Question

On a coordinate plane, a solid straight line has a positive slope and goes through (0, negative 1.3) and (3, negative 0.3). Everything below and to the right of the line is shaded.
Which linear inequality is represented by the graph?

y ≤ One-thirdx – 1.3
y ≤ One-thirdx – Four-thirds
y ≥ One-thirdx – Four-thirds
y ≥ One-thirdx – 1.3

Answer 1

Answer:

A

Step-by-step explanation:

$slope=\frac{-0.3-(-1.3)}{3-0}=\frac{1}{3}\\eq.~of~line~is y-(-1.3)=\frac{1}{3}(x-0)\\y=\frac{1}{3}x-1.3\\as~it~is~shaded~to~the~right~so~y\leq \frac{1}{3}x-1.3~satisfies ~it.$

Answer 2

Answer:

A. $y\leq \frac{1}{3}x-1.3$.

Step-by-step explanation:

We have been given that or a coordinate plane, a solid straight line has a positive slope and goes through $(0, -1.3)$ and $(3, -0.3)$. Everything below and to the right of the line is shaded. We are asked to choose the inequality that represents the graph.    

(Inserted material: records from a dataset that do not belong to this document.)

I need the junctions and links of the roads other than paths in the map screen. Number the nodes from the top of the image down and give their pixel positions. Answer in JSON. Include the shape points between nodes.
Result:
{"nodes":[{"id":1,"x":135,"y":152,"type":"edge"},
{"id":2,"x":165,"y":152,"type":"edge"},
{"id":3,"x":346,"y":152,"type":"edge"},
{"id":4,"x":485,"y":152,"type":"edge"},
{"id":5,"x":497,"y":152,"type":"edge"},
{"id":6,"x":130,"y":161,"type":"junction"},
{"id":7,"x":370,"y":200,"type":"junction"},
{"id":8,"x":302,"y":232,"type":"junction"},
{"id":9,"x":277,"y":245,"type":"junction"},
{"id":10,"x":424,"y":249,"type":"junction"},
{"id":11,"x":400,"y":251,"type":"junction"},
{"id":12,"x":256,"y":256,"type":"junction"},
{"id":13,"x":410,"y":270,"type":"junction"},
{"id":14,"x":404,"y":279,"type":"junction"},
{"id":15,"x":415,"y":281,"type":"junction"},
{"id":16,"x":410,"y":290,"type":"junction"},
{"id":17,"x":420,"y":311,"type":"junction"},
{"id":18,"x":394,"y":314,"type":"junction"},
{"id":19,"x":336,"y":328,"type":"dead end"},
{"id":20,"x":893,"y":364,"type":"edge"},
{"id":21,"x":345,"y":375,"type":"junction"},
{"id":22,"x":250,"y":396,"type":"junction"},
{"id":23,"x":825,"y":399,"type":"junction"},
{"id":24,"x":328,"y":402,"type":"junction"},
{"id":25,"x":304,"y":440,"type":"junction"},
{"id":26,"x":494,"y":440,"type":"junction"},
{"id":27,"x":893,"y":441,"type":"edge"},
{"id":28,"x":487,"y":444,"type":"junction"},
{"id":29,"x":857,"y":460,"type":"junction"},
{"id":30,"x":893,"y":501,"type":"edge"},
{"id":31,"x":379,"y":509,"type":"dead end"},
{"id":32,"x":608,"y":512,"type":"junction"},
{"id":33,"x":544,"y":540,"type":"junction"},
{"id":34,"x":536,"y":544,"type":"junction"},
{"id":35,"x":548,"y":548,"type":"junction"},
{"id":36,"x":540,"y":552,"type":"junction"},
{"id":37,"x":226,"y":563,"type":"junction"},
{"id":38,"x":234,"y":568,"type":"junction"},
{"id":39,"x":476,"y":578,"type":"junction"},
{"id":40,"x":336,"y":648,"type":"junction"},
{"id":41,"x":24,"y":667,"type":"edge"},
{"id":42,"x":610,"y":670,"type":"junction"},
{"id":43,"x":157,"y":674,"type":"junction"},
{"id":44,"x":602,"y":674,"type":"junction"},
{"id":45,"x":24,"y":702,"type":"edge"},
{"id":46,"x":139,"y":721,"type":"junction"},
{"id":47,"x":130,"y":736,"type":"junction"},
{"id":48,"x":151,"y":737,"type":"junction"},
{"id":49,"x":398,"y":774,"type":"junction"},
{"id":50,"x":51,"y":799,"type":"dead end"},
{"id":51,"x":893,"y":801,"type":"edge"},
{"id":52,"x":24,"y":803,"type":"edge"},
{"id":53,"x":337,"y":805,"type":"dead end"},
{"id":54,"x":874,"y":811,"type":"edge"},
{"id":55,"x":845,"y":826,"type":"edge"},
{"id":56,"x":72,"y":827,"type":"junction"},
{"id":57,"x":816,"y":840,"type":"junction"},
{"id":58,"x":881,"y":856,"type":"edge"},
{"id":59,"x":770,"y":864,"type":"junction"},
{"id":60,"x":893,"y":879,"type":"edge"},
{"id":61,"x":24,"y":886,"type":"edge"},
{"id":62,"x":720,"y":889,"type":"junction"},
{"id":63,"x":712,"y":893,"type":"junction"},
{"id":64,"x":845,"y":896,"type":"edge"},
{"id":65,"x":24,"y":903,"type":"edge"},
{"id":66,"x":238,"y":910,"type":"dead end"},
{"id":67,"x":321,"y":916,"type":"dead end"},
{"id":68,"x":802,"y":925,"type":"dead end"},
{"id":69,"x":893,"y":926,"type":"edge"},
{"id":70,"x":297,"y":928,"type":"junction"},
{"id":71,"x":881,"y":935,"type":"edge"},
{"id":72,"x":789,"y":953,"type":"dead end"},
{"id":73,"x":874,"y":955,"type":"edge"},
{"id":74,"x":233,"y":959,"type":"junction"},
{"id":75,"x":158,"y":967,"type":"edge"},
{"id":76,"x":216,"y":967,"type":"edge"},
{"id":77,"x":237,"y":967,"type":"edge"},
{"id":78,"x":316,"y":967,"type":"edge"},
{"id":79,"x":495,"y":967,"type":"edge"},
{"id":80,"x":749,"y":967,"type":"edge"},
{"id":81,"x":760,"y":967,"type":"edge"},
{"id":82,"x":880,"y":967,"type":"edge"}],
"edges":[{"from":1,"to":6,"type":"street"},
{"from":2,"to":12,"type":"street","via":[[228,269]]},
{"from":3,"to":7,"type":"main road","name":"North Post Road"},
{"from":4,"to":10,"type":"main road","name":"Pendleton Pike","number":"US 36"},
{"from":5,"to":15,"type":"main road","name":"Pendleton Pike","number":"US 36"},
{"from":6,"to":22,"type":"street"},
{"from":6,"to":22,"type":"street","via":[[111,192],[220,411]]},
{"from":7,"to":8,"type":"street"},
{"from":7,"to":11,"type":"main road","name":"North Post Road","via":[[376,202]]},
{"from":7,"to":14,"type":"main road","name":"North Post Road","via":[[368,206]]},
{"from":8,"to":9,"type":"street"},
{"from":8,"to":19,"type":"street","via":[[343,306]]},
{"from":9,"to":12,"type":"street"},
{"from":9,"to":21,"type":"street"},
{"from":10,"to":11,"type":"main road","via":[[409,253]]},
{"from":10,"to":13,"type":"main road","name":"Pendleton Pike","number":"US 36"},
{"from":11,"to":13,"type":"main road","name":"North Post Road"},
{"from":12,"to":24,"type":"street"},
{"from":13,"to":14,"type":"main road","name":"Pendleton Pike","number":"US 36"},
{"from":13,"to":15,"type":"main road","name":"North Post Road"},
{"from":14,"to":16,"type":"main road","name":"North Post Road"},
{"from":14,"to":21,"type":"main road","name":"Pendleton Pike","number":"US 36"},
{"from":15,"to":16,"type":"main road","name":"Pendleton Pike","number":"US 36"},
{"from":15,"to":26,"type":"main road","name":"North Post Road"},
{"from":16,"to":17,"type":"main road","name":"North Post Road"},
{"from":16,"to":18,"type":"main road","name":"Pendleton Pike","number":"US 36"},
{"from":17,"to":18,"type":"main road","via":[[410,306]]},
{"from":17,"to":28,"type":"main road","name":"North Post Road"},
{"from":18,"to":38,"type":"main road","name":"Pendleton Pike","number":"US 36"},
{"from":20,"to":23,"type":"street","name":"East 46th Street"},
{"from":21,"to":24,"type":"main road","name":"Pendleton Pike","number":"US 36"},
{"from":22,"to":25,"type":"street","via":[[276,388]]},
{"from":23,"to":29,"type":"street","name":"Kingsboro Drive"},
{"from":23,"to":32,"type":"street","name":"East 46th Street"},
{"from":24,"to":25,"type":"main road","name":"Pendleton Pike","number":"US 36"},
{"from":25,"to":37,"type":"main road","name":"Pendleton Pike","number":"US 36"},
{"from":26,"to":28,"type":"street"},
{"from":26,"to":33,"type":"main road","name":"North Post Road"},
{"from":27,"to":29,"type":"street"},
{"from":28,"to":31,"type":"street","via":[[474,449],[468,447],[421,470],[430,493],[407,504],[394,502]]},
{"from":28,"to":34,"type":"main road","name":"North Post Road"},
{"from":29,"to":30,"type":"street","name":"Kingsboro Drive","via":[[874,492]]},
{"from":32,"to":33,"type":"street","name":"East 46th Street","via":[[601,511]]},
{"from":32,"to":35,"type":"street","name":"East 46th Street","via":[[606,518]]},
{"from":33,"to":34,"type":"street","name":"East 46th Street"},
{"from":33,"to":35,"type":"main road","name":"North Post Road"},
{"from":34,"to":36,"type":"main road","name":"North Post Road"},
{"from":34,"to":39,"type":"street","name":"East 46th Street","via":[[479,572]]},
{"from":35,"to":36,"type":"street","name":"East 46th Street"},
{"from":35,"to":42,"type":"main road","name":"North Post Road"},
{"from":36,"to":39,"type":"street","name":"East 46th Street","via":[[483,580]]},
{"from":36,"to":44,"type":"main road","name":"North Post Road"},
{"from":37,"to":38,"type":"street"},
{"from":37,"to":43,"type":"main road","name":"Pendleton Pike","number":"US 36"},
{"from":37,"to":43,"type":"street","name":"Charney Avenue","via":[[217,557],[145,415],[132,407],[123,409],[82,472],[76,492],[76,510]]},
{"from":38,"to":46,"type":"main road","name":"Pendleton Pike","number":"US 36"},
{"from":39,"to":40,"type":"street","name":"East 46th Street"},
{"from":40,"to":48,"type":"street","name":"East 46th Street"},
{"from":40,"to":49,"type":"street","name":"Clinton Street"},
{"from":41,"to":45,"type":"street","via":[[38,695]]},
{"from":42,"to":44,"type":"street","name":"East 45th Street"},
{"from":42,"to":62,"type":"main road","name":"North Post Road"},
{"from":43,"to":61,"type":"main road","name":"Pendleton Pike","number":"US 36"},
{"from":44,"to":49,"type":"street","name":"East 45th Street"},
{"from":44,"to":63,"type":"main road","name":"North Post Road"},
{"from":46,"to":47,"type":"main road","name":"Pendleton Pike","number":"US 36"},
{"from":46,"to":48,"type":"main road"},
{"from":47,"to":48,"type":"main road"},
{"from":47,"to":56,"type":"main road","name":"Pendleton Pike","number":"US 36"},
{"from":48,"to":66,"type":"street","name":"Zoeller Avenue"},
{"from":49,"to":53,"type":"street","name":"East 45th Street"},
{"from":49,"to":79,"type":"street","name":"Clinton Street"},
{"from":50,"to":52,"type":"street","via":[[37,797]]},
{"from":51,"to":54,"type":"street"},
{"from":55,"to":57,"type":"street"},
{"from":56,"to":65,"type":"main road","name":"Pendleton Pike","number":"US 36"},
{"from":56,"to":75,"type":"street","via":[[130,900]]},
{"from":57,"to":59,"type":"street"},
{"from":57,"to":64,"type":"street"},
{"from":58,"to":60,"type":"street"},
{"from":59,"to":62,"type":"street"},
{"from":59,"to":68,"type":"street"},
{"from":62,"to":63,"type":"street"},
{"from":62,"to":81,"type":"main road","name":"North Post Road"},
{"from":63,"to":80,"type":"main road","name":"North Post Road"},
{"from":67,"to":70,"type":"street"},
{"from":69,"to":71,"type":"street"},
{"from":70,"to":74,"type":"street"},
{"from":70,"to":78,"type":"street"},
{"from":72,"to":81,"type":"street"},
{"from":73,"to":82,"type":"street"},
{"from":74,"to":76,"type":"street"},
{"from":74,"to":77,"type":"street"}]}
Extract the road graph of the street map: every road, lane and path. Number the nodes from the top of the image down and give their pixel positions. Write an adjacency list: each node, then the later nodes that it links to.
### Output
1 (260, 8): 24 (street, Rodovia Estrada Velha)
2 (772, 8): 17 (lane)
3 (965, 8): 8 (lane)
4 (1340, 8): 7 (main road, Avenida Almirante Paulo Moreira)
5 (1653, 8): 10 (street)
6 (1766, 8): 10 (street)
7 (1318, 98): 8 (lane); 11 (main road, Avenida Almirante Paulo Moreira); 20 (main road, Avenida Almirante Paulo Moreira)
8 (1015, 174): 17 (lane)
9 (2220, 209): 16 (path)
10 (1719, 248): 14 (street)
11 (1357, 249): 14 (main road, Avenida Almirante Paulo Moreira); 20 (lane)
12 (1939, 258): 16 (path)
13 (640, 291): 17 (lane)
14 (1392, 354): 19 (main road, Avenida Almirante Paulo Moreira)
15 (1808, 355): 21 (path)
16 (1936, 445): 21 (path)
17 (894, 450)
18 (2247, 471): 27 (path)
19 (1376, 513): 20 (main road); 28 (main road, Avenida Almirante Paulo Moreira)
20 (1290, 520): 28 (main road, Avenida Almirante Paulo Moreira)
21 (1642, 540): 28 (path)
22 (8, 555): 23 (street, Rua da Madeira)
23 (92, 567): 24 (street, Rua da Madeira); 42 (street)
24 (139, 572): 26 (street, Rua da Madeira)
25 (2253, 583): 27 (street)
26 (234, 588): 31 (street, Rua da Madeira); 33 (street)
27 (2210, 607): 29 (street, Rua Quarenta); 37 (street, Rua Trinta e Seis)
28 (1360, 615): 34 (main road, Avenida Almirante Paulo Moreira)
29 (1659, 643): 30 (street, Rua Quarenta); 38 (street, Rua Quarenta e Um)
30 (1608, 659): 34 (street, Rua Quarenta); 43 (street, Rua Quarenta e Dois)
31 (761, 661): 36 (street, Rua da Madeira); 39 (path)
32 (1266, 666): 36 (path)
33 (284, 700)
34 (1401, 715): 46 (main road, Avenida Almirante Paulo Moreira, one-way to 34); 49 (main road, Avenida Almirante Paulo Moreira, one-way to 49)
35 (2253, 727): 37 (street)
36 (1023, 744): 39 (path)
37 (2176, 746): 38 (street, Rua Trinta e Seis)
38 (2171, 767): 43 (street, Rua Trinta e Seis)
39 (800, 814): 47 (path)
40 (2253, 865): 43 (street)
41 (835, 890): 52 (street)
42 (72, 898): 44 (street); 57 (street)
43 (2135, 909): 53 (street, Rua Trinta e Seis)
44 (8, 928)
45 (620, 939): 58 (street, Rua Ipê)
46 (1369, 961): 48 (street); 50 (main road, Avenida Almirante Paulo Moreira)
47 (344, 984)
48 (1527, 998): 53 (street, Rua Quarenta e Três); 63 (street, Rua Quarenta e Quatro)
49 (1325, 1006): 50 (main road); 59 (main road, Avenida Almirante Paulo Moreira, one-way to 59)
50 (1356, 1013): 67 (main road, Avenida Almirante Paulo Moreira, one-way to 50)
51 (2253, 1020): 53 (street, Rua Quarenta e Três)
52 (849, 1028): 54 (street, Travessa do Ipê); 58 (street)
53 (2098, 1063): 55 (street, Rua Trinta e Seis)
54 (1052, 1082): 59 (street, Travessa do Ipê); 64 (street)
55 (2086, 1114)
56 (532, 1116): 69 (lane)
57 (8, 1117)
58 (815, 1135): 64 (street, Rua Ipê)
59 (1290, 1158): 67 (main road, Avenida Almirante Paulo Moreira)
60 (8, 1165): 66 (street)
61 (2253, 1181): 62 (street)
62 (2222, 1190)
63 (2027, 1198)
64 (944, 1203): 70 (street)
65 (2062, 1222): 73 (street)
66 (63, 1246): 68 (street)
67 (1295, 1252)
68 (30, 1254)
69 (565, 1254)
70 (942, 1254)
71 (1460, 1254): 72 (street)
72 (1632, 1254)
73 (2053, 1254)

First of all, we will find the slope of line using our given points as:

$m=\frac{-0.3-(-1.3)}{3-0}$

$m=\frac{-0.3+1.3}{3}$

$m=\frac{1}{3}$

Now we will use point-slope form of equation to find the equation of boundary line as:

$y-y_1=m(x-x_1)$

$y-(-1.3)=\frac{1}{3}(x-0)$

$y+1.3=\frac{1}{3}x$

$y+1.3-1.3=\frac{1}{3}x-1.3$

$y=\frac{1}{3}x-1.3$  

The one side of line would be $y\geq \frac{1}{3}x-1.3$ and other side of the boundary line would be $y\leq \frac{1}{3}x-1.3$.  

Now we will graph our line.

We can see that the point (0,6) is on right side of boundary line, so we will test (0,6) in both inequalities.

$6\leq \frac{1}{3}(0)-1.3$

$6\leq 0-1.3$

$6\leq -1.3$

Since point (0,6) satisfies the inequality $y\leq \frac{1}{3}x-1.3$, therefore, our required inequality would be $y\leq \frac{1}{3}x-1.3$ and option A is the correct choice.